Further information can be found here here and here.
Back in 1.0/1.1 no exception was thrown during debugging, what you got instead was an intermittent run-time hanging scenario. Nice! :)
Therefore with 2.0 they made this scenario throw an exception and quite rightly so.
The actual reason for this is probably (as Adam Haile states) some kind of concurrency/locky issue.
Note that the normal .NET api (such as TextBox.Text = "Hello";) wraps SEND commands (that require immediate action) which can create issues if performed on separate thread from the one that actions the update. Using Invoke/BeginInvoke uses a POST instead which queues the action.
More information on SEND and POST here.
It is so that you don't have two things trying to update the control at the same time. (This could happen if the CPU switches to the other thread in the middle of a write/read)
Same reason you need to use mutexes (or some other synchronization) when accessing shared variables between multiple threads.
Edit:
In other languages such as C++ you are
free to try and do this (without an
exception being thrown as in
WinForms), but you'll end up learning
the hard way!
Ahh yes...I switch between C/C++ and C# and therefore was a little more generic then I should've been, sorry... He is correct, you can do this in C/C++, but it will come back to bite you!
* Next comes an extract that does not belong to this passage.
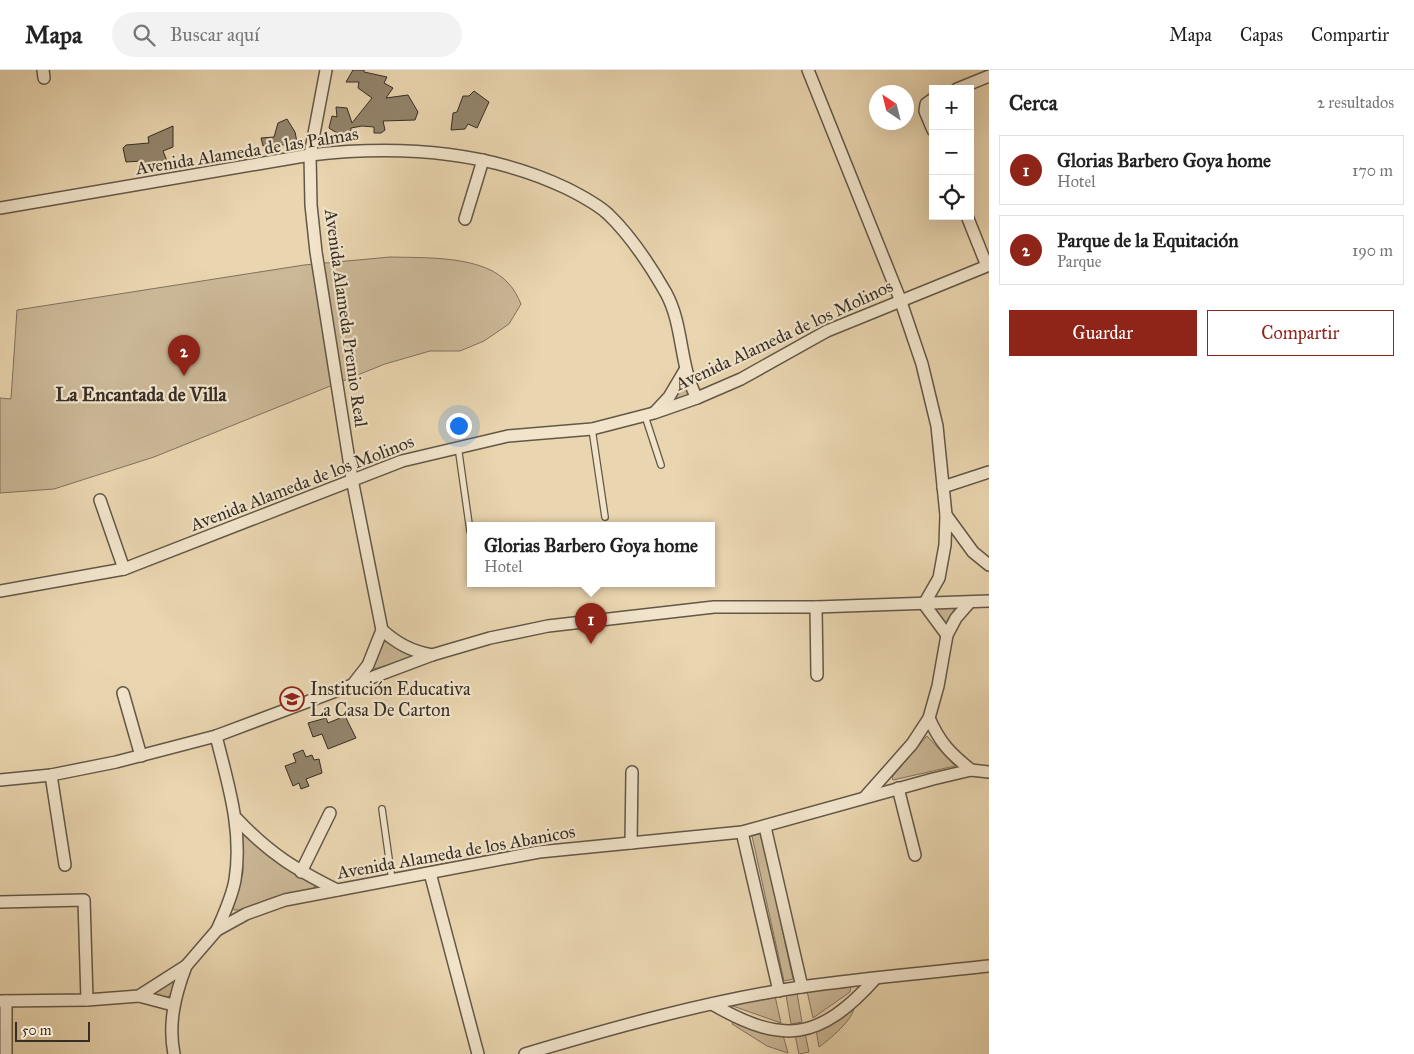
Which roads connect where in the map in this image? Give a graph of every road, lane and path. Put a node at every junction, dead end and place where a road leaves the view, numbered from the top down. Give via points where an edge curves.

There would also be the need to implement synchronization within update functions that are sensitive to being called simultaneously. Doing this for UI elements would be costly at both application and OS levels, and completely redundant for the vast majority of code.
Some APIs provide a way to change the current thread ownership of a system so you can temporarily (or permanently) update systems from other threads without needing to resort to inter-thread communication.
Hmm I'm not pretty sure but I think that when we have a progress controls like waiting bars, progress bars we can update their values from another thread and everything works great without any glitches.